Specifically, a BTYD model will fit a statistical model to predict the number of transactions by customer, then fit a secondary model to predict revenue for any transaction.

Fortunately, training these models to learn from data is straightforward if you use the Lifetimes package in Python. This package uses the “Pareto/NBD” model. Note that this is just one of many available BTYD models, and others may perform better on your data.

To prepare our data for this model, we calculate the recency, frequency, and age for each customer:

from lifetimes.utils import summary_data_from_transaction_data

data = summary_data_from_transaction_data(
    orders, 'id', 'date', 
    monetary_value_col='spend',
    observation_period_end = cutoff_date)
data.head()

Here are some rows that result from this customer summary table:

Now we fit a Beta-Geometric model to the data,

from lifetimes import BetaGeoFitter

bgf = BetaGeoFitter(penalizer_coef=0.0)
bgf.fit(data['frequency'], data['recency'], data['T'])

to predict the number of transactions expected from each customer over the course of their lifetime.

future_horizon = 10000
data['predicted_purchases'] = bgf.predict(
    future_horizon,
    data['frequency'],
    data['recency'],
    data['T'])
data.head()

Our new customer table now includes lifetime predicted purchases:

To map this back to CLV, we must estimate revenue for each transaction by fitting spend data to Gamma-Gamma model:

from lifetimes import GammaGammaFitter

returning_customers_summary = data[data['frequency'] &amp;gt; 0]

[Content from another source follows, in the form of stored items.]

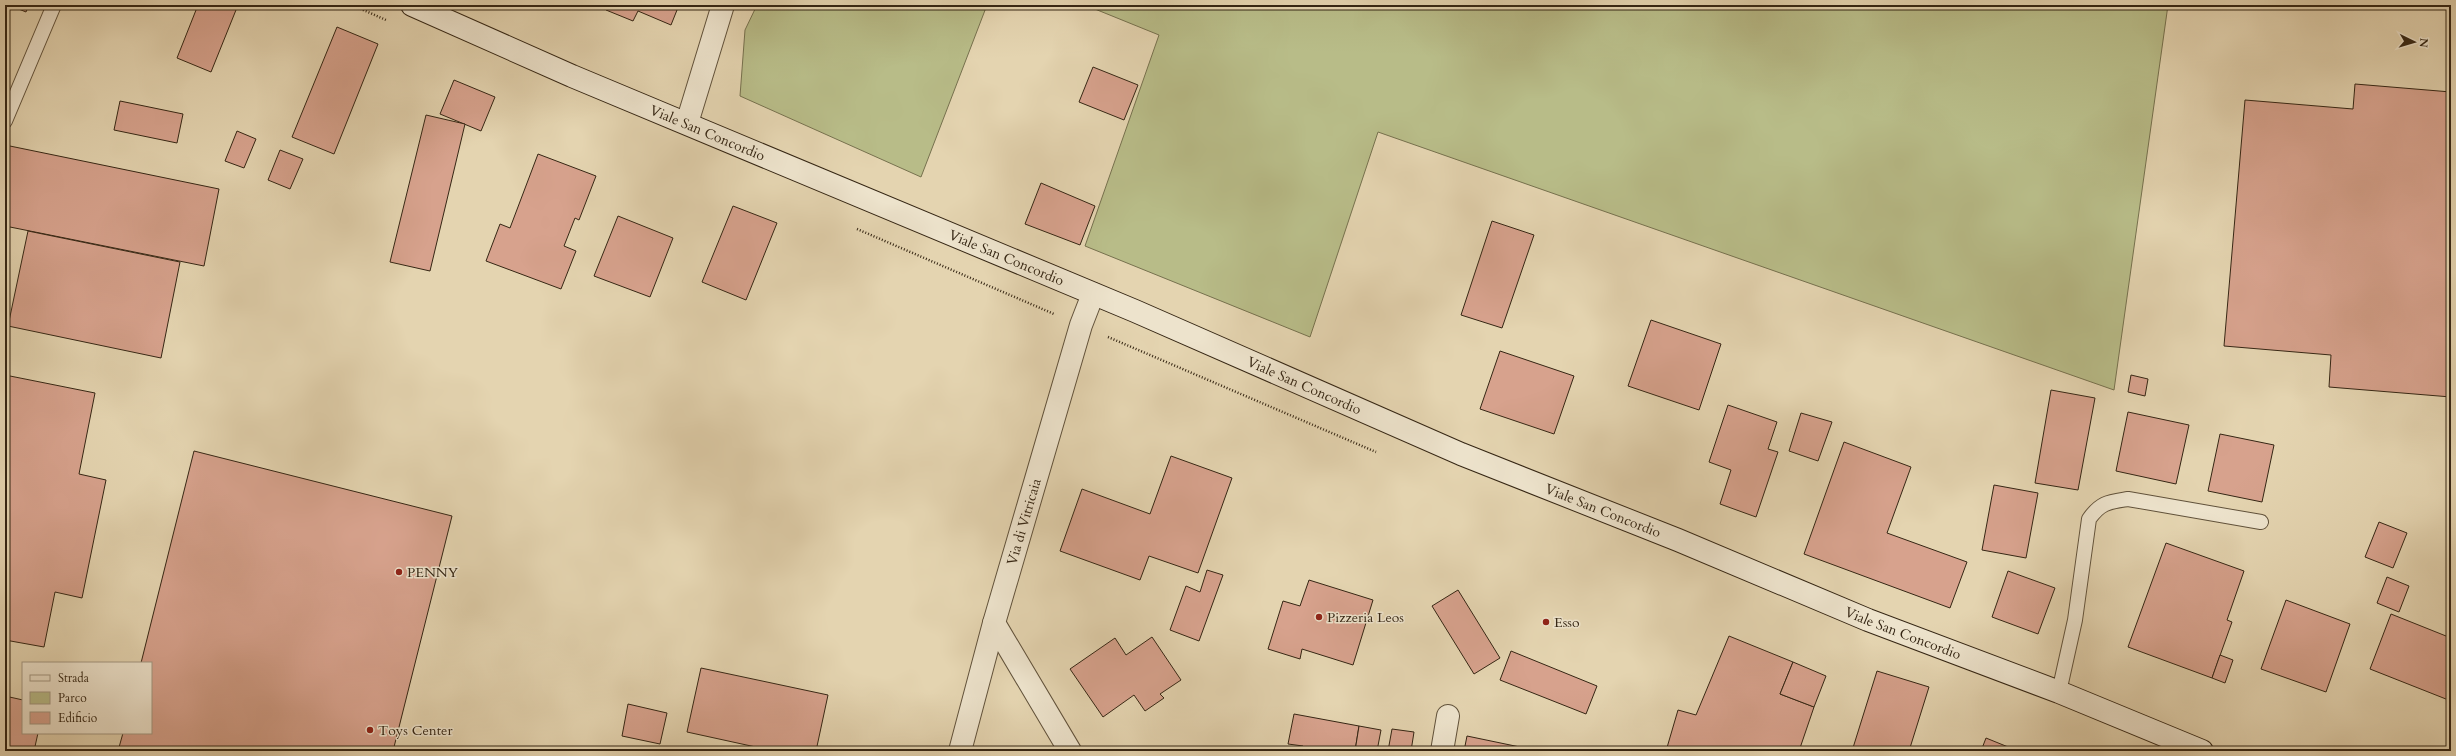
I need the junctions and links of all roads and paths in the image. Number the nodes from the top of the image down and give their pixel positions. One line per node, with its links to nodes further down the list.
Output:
1 (54, 5): 4 (lane)
2 (412, 5): 5 (main road, Viale San Concordio)
3 (723, 5): 5 (main road)
4 (5, 121)
5 (687, 123): 6 (main road, Viale San Concordio)
6 (1093, 294): 8 (main road, Via di Vitricaia); 9 (main road, Viale San Concordio)
7 (2261, 522): 9 (lane)
8 (994, 624): 11 (main road, Via di Vitricaia); 12 (main road)
9 (2059, 692): 14 (main road, Viale San Concordio)
10 (1448, 716): 13 (main road)
11 (960, 751)
12 (1070, 751)
13 (1442, 751)
14 (2202, 751)

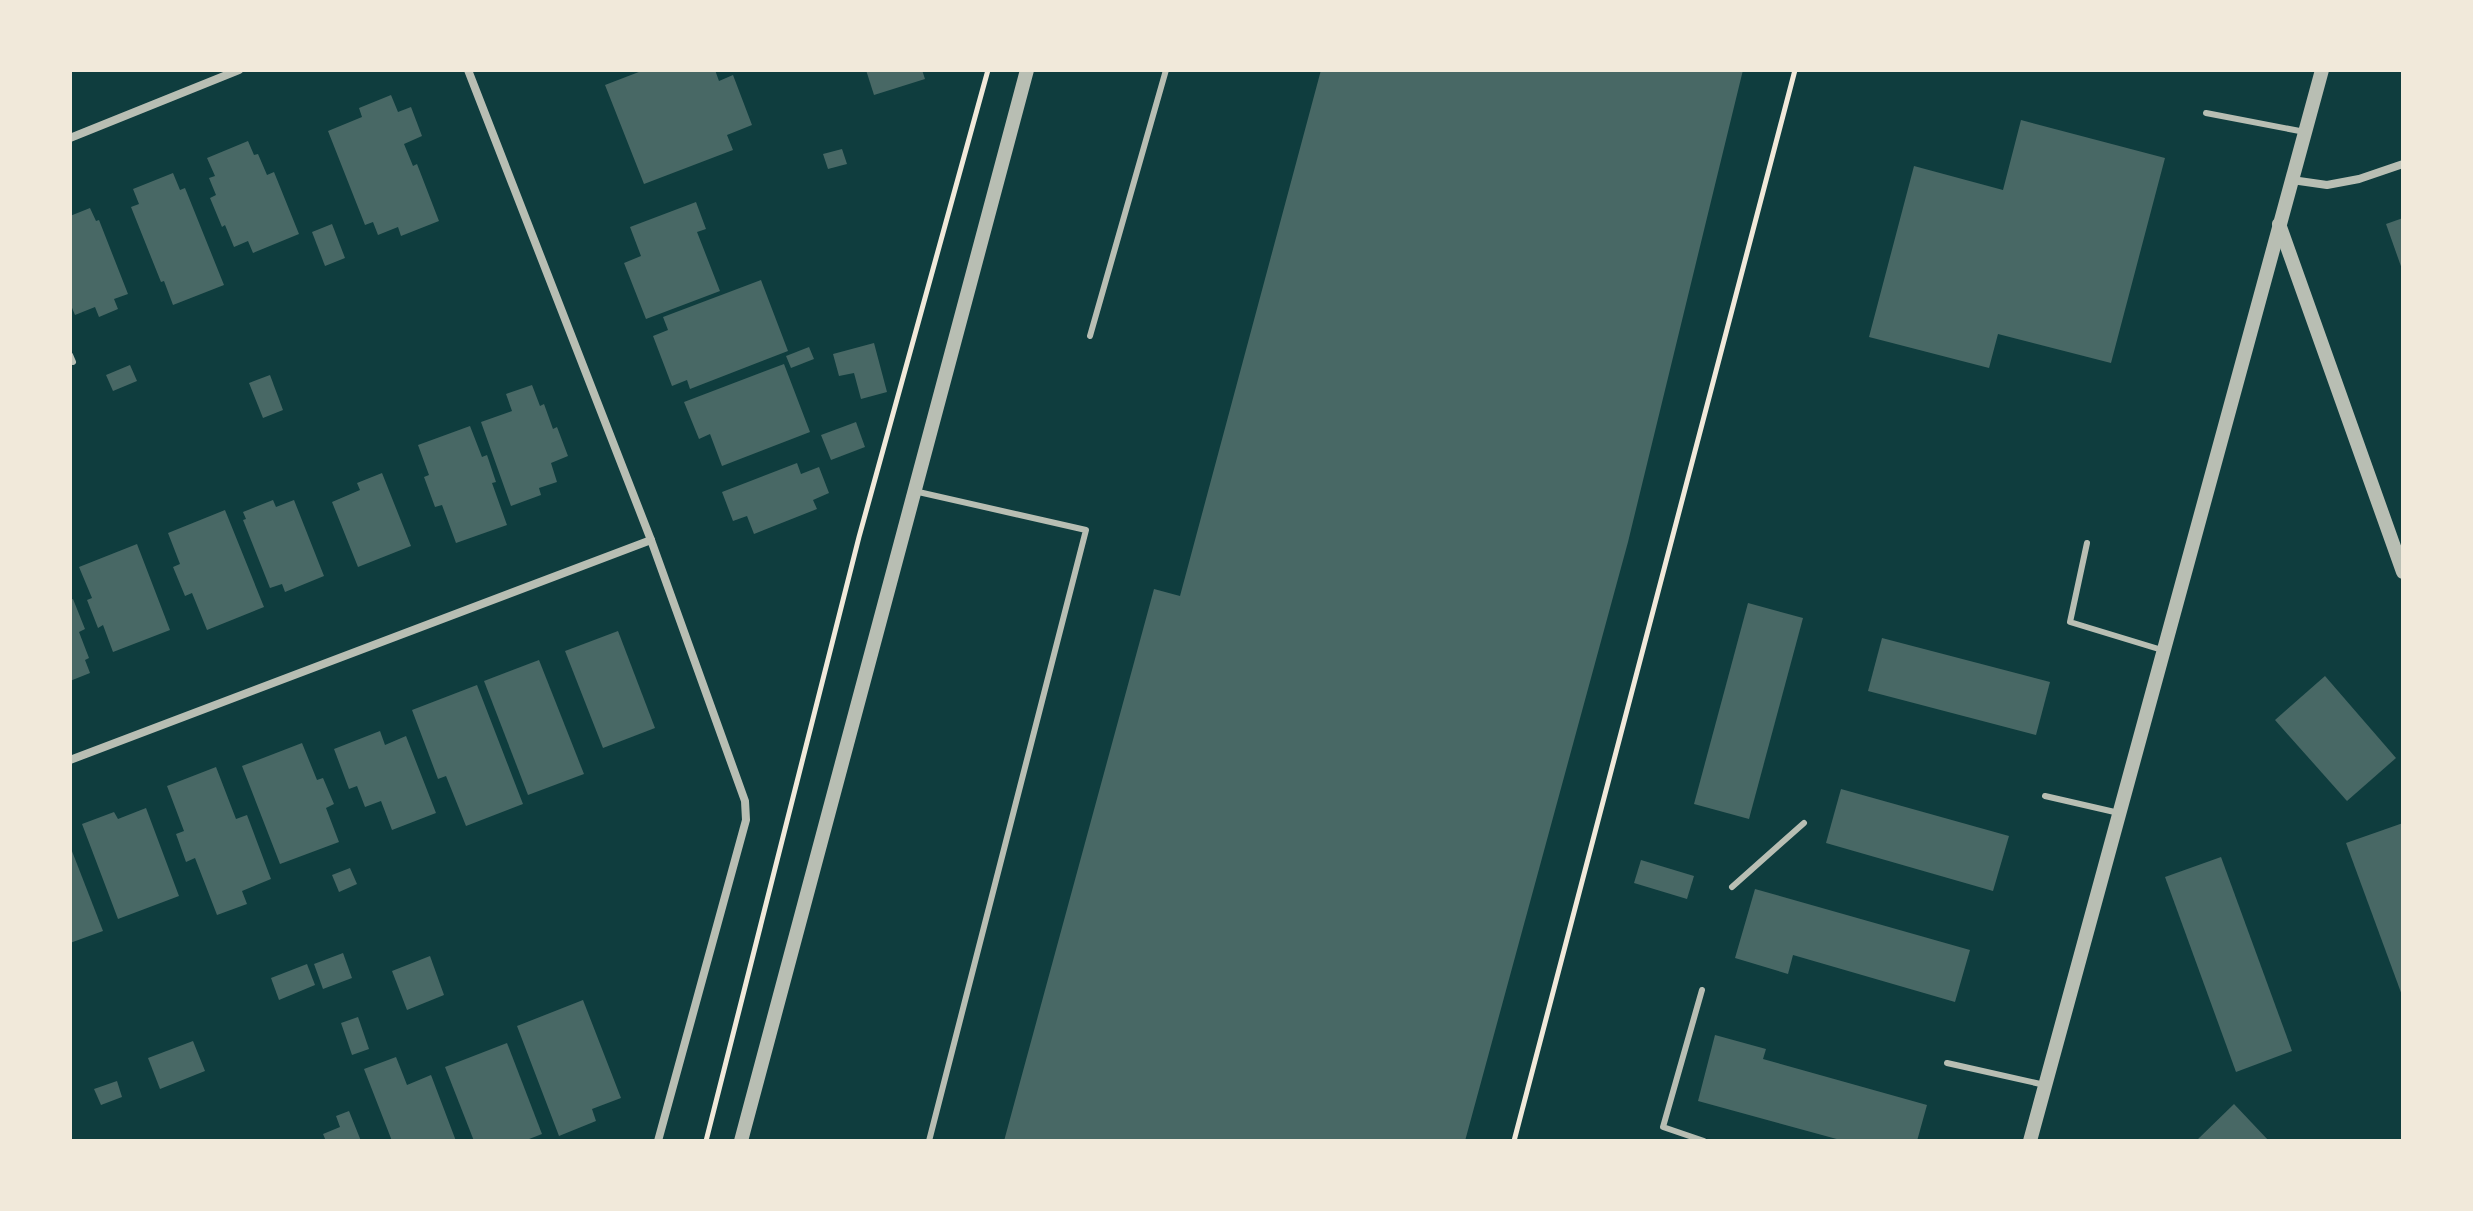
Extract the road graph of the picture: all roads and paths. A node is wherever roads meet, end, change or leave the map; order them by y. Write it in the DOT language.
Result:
graph roads {
  1 [pos="239,70"];
  2 [pos="468,70"];
  3 [pos="988,70"];
  4 [pos="1027,70"];
  5 [pos="1166,70"];
  6 [pos="1795,70"];
  7 [pos="2322,70"];
  8 [pos="2206,113"];
  9 [pos="2305,132"];
  10 [pos="70,138"];
  11 [pos="2403,164"];
  12 [pos="2292,180"];
  13 [pos="2279,224"];
  14 [pos="1090,336"];
  15 [pos="914,491"];
  16 [pos="651,540"];
  17 [pos="2087,543"];
  18 [pos="2403,572"];
  19 [pos="2163,650"];
  20 [pos="70,760"];
  21 [pos="2045,796"];
  22 [pos="2119,813"];
  23 [pos="1804,823"];
  24 [pos="1732,887"];
  25 [pos="1702,990"];
  26 [pos="1947,1063"];
  27 [pos="2045,1086"];
  28 [pos="658,1141"];
  29 [pos="706,1141"];
  30 [pos="741,1141"];
  31 [pos="929,1141"];
  32 [pos="1514,1141"];
  33 [pos="1704,1141"];
  34 [pos="2030,1141"];
  1 -- 10 [label="street"];
  2 -- 16 [label="street"];
  3 -- 29 [label="path"];
  4 -- 15 [label="street"];
  5 -- 14 [label="lane"];
  6 -- 32 [label="path"];
  7 -- 9 [label="street"];
  8 -- 9 [label="lane"];
  9 -- 12 [label="street"];
  11 -- 12 [label="street"];
  12 -- 13 [label="street"];
  13 -- 18 [label="street"];
  13 -- 19 [label="street"];
  15 -- 30 [label="street"];
  15 -- 31 [label="lane"];
  16 -- 20 [label="street"];
  16 -- 28 [label="street"];
  17 -- 19 [label="lane"];
  19 -- 22 [label="street"];
  21 -- 22 [label="lane"];
  22 -- 27 [label="street"];
  23 -- 24 [label="lane"];
  25 -- 33 [label="lane"];
  26 -- 27 [label="lane"];
  27 -- 34 [label="street"];
}
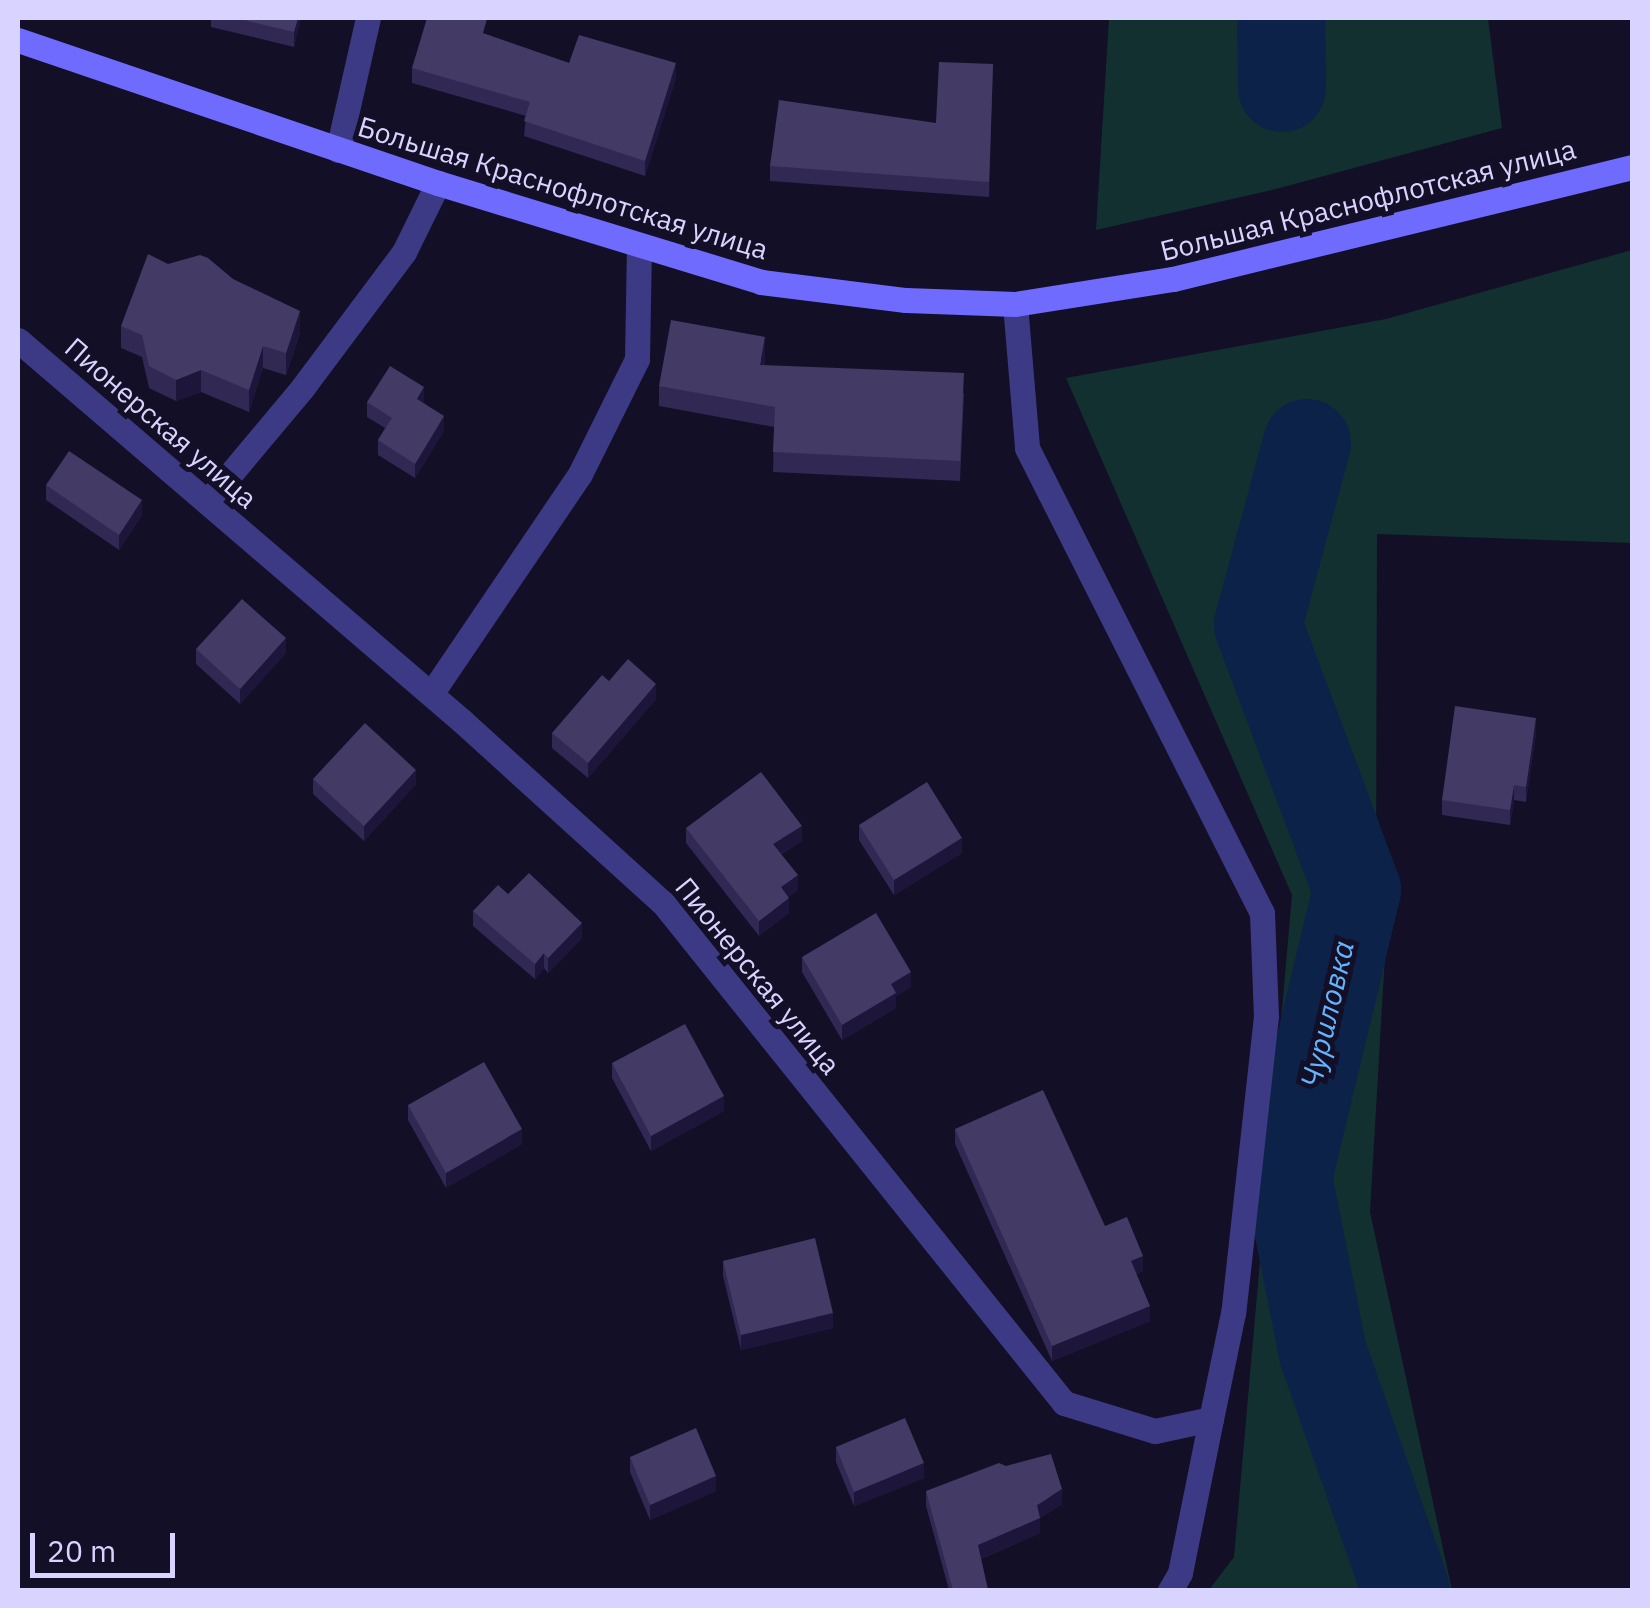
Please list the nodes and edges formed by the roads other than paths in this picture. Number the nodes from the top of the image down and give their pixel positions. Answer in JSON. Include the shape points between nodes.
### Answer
{"nodes":[{"id":1,"x":368,"y":18,"type":"edge"},
{"id":2,"x":18,"y":40,"type":"edge"},
{"id":3,"x":338,"y":150,"type":"junction"},
{"id":4,"x":1632,"y":167,"type":"edge"},
{"id":5,"x":438,"y":183,"type":"junction"},
{"id":6,"x":639,"y":245,"type":"junction"},
{"id":7,"x":1014,"y":304,"type":"junction"},
{"id":8,"x":18,"y":340,"type":"edge"},
{"id":9,"x":207,"y":502,"type":"junction"},
{"id":10,"x":431,"y":694,"type":"junction"},
{"id":11,"x":1211,"y":1420,"type":"junction"},
{"id":12,"x":1170,"y":1590,"type":"edge"}],
"edges":[{"from":1,"to":3,"type":"street"},
{"from":2,"to":3,"type":"main road","name":"Большая Краснофлотская улица"},
{"from":3,"to":5,"type":"main road","name":"Большая Краснофлотская улица"},
{"from":4,"to":7,"type":"main road","name":"Большая Краснофлотская улица","via":[[1173,279]]},
{"from":5,"to":6,"type":"main road","name":"Большая Краснофлотская улица"},
{"from":5,"to":9,"type":"street","via":[[404,252]]},
{"from":6,"to":7,"type":"main road","name":"Большая Краснофлотская улица","via":[[761,282],[906,300]]},
{"from":6,"to":10,"type":"street","via":[[638,358],[580,474]]},
{"from":7,"to":11,"type":"street","via":[[1027,448],[1262,913],[1266,1016],[1233,1313]]},
{"from":8,"to":9,"type":"street","name":"Пионерская улица"},
{"from":9,"to":10,"type":"street","name":"Пионерская улица"},
{"from":10,"to":11,"type":"street","name":"Пионерская улица","via":[[663,903],[1064,1403],[1155,1431]]},
{"from":11,"to":12,"type":"street","via":[[1180,1573]]}]}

ggf = GammaGammaFitter(penalizer_coef = 0)
ggf.fit(
    returning_customers_summary['frequency'],
    returning_customers_summary['monetary_value'])
transaction_spend = ggf.conditional_expected_average_profit(
    data['frequency'],
    data['monetary_value']
).mean()
print(transaction_spend)

According to this model, the expected revenue from each transaction is $36.18. Now it’s possible to calculate CLV,

customers_pm = customers_ac.join(
    data['predicted_purchases'],
    on = 'id',
    how = 'left'
).drop(columns = 'clv')

customers_pm['clv'] = customers_pm \
    .apply(
        lambda x: x['predicted_purchases'] * transaction_spend,
        axis = 1)
customers_pm.tail()

Let’s see how that CLV is distributed:

Once again, a histogram shows that most CLV predictions are still between $5 and $600, and the mostly likely prediction is a little less than $100. However, our model is now much more confident that a typical customer will spend about $100. Among customers that spend more, they are almost equally likely to spend $200 or $600. Hence, this rightward skew raises the mean to $424.09 and yet the median remains at $97.81.

Complex Models Can Improve Predictions and Business Outcomes

These three approaches to CLV show that increasing model complexity improves prediction quality. Customer-level and other sophisticated models are pursued by academics and industry researchers. These include the use of Buy Til You Die (BTYD) Bayesian models as well as supervised and unsupervised machine learning models.